• [Requirement]: In the listing that follows, count each line containing the string "hand" and report only the count.

• [Records supplied]:
____
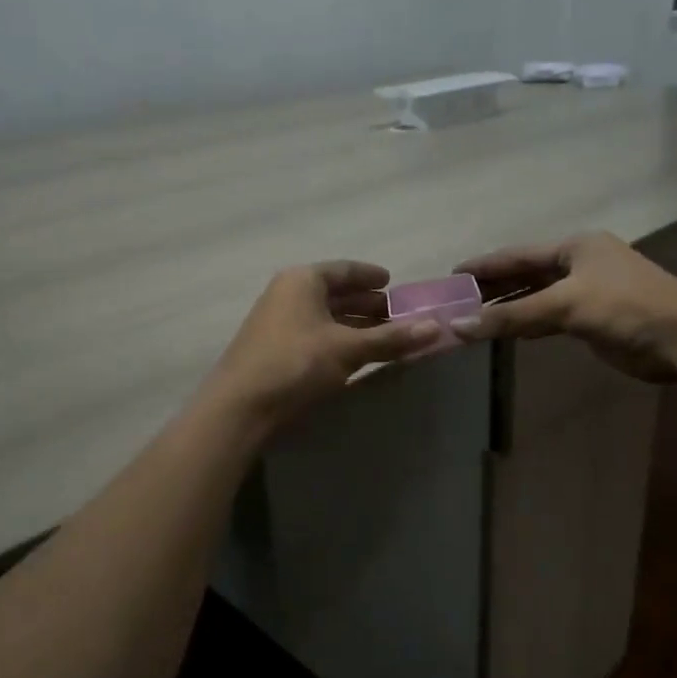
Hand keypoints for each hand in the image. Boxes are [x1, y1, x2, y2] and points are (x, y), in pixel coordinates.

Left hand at [200, 261, 439, 431]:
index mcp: (303, 280)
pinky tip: (356, 355)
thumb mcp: (348, 349)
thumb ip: (391, 338)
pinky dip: (339, 340)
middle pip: (335, 293)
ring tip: (385, 336)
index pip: (344, 269)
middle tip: (398, 314)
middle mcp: (288, 294)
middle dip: (367, 304)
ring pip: (325, 316)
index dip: (371, 275)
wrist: (240, 408)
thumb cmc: (295, 364)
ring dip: (355, 325)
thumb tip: (436, 327)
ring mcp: (278, 322)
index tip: (393, 282)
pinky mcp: (275, 349)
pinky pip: (316, 335)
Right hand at [450, 232, 676, 382]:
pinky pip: (551, 318)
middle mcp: (580, 264)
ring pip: (538, 298)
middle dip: (494, 288)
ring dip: (509, 308)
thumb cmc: (625, 307)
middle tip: (456, 300)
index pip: (518, 254)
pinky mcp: (595, 319)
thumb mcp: (565, 305)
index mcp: (575, 247)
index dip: (485, 265)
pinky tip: (509, 332)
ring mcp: (588, 292)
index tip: (452, 274)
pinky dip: (529, 324)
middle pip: (526, 274)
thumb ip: (512, 316)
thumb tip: (459, 327)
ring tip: (473, 318)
____
• [Solution to the exercise]: 3